BEGIN
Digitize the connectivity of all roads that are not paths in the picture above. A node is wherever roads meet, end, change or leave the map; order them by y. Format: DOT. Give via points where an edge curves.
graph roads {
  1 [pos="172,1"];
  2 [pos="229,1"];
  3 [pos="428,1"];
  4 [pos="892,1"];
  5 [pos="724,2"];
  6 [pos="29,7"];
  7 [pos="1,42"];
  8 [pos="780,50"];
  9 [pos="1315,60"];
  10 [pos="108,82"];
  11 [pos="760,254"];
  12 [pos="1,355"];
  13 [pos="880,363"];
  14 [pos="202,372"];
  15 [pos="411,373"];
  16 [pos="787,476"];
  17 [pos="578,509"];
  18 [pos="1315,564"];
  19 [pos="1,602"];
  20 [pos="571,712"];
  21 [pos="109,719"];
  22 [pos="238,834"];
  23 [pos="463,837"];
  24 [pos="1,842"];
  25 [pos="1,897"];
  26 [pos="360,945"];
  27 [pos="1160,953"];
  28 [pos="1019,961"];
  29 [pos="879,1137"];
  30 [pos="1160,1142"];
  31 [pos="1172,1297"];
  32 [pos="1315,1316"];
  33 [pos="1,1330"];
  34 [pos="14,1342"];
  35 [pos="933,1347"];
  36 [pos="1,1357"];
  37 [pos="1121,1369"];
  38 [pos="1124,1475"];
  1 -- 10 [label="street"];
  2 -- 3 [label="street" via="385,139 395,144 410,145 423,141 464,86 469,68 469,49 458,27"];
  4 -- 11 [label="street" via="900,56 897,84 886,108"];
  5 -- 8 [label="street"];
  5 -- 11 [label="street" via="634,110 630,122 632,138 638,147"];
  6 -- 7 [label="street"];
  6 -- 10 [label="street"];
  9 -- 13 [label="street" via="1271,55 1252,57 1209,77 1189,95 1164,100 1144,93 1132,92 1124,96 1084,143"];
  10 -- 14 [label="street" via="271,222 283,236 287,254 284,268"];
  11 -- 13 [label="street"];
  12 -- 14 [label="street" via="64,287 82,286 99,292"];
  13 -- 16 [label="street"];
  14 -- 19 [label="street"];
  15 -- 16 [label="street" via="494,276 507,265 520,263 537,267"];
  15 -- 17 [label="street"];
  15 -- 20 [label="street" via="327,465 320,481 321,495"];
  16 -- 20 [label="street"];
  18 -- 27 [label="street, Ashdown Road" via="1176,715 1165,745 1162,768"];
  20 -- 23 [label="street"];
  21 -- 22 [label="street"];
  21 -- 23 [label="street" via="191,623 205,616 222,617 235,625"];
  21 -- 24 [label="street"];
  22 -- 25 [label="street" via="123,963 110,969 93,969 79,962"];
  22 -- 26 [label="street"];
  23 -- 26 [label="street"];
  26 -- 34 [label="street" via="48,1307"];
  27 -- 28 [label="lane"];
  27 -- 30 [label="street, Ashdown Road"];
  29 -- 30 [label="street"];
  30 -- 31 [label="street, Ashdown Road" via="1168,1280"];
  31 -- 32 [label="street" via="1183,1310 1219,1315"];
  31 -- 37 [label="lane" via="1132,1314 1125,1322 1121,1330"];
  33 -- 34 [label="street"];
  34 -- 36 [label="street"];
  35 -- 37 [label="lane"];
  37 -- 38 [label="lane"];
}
END
BEGIN
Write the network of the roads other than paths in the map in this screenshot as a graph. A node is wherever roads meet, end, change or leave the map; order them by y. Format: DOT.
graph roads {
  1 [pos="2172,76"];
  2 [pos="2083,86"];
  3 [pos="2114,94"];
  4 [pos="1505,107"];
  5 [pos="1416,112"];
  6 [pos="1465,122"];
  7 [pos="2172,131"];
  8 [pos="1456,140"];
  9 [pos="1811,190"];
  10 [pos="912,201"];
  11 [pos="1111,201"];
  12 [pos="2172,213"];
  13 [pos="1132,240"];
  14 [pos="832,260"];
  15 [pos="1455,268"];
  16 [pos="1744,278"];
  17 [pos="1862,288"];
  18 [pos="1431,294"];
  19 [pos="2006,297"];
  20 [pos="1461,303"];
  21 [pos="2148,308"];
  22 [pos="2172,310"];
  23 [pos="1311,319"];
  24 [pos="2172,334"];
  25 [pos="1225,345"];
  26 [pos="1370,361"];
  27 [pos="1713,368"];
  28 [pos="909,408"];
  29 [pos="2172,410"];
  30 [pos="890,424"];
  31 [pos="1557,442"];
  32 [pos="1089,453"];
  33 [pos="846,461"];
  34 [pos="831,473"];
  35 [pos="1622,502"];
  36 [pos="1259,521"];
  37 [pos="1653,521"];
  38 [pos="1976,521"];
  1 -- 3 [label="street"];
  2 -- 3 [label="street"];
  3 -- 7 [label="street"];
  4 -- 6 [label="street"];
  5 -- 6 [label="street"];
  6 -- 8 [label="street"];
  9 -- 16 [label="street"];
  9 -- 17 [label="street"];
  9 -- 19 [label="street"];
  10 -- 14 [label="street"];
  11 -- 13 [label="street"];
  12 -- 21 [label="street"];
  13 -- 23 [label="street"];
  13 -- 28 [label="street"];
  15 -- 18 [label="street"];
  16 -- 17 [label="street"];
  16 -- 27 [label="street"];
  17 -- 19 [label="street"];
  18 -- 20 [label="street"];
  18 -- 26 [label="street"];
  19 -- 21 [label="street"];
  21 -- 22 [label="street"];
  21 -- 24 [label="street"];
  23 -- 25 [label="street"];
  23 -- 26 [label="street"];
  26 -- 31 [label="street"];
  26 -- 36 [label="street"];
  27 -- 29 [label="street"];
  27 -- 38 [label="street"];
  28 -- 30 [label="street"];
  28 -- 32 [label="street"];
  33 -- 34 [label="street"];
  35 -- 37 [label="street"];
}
END
_TASK STATEMENT_
Write out each line above containing "wherever".

_ANSWER TO THE PROBLEM_
Digitize the connectivity of all roads that are not paths in the picture above. A node is wherever roads meet, end, change or leave the map; order them by y. Format: DOT. Give via points where an edge curves.
Write the network of the roads other than paths in the map in this screenshot as a graph. A node is wherever roads meet, end, change or leave the map; order them by y. Format: DOT.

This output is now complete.